The cap and invest bill has the support of many of the state’s leading environmental groups, as well as BP, which operates the state’s largest refinery in Cherry Point. You may recall that BP along with other oil companies, as recently as 2018, spent $31.5 million to defeat Initiative 1631, which sought a carbon tax.
Some environmental groups, however, particularly those focused on the impacts of pollution within lower-income communities have backed the carbon tax as better focused on achieving carbon reductions and delivering help to distressed communities that are most affected by pollution.
Meanwhile, BP’s support of cap-and-invest is a departure from its industry bedfellows, specifically the API and its more than 600 member companies. Joining BP in support of cap-and-invest, as well, is the Washington Roundtable, which represents the state’s broader business interests.
In a recent conversation with The Herald Editorial Board, Roundtable officials outlined their preference for the cap-and-invest program over a carbon tax.
What cap-and-invest offers, said Steve Mullin, president of the Roundtable, is more predictability for business that can achieve goals for carbon reduction. Market forces, Mullin said, rely on businesses doing things in their own self-interest.
“We just need to make sure that their interests are in doing the things you want to accomplish,” he said.
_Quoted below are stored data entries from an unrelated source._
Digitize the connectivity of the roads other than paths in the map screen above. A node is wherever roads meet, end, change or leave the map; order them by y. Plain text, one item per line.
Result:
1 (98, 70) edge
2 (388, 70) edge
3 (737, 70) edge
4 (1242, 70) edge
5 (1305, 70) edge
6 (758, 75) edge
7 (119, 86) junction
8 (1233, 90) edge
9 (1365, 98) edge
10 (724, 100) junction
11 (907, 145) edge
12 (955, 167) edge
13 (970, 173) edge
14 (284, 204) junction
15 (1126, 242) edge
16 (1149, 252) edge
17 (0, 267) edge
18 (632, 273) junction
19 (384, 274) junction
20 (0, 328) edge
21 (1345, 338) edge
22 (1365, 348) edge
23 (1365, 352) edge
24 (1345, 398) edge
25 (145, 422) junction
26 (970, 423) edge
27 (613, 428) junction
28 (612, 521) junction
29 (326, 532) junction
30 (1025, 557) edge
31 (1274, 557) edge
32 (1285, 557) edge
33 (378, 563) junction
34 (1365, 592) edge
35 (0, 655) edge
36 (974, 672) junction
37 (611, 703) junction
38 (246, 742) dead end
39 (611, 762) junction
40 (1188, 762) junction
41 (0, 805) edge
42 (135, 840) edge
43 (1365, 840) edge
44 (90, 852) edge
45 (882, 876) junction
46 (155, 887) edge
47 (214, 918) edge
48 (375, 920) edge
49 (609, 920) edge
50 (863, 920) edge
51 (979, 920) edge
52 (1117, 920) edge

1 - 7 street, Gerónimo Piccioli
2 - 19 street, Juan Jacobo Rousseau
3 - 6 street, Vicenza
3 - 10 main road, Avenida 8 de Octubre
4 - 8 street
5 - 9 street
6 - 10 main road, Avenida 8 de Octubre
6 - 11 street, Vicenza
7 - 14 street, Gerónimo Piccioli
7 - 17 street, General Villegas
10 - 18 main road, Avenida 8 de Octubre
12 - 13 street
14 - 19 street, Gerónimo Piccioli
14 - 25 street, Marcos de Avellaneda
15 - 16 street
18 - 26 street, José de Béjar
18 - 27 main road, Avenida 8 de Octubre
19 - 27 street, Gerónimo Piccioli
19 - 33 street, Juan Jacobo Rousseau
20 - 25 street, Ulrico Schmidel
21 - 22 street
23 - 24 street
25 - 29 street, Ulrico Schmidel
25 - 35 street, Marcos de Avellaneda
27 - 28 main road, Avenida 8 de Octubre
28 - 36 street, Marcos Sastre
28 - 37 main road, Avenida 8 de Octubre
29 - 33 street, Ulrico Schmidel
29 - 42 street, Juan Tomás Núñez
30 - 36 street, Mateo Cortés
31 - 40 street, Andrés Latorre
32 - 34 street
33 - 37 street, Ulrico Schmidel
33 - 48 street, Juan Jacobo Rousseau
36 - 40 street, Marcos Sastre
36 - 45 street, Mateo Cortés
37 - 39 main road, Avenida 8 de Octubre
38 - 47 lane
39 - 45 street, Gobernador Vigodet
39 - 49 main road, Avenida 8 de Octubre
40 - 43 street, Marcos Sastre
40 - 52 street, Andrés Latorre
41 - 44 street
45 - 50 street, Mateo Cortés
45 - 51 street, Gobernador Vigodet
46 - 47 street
The advantage in setting a cap, said Neil Strege, Roundtable vice president, is that once the cap is set, that effectively limits the amount of carbon that can be released. While credits can offset carbon emissions, there’s still a ceiling set for carbon that won’t be breached.
A carbon tax, on the other hand, Strege said, doesn’t offer the same limits; you have to trust that the price will be high enough to encourage efforts to reduce emissions; industry could just decide to pay the tax, pass along the costs and continue spewing carbon.
“The problem with a carbon tax is that in a democracy you can’t practically set the price high enough that you’re going to incentivize changes in behavior,” Strege said. “You’d have to set the carbon tax rate high enough that I will want to give up my gas-fueled vehicle and buy an electric vehicle.”
Some will counter, however, that setting such a price on carbon — high enough to change behavior to the point of influencing decisions on what we’re driving — is exactly the point.
Yet, getting the carbon price to that point could be a difficult sales job, whether in state legislatures or Congress. Starting at $25 a ton would mean that refineries would certainly pass along that cost to consumers at the pump; it’s what BP and others spent all those millions telling voters in 2018. An estimate in the Washington Post story about the API support for a gas tax said that a price of $40 a ton would translate to about a 36-cent increase in the cost of a gallon of gas.
But cap-and-invest, too, could affect fuel and other prices, though supporters of each proposal point to the potential of rebates to consumers from the revenues raised.
The debate on which path to take — carbon tax or cap-and-invest — may be missing the larger point that there is at last real consensus on recognizing that a real price on carbon — a price that no longer subsidizes carbon, is felt by consumers and encourages changes in behavior and can fund more work to reach climate goals — cannot be delayed further. In truth, either path may work and may depend more on the details of how each would be implemented and regulated.
The onus is now on the Legislature to get something done. This year.
By the way, have you seen the new electric cars for 2021?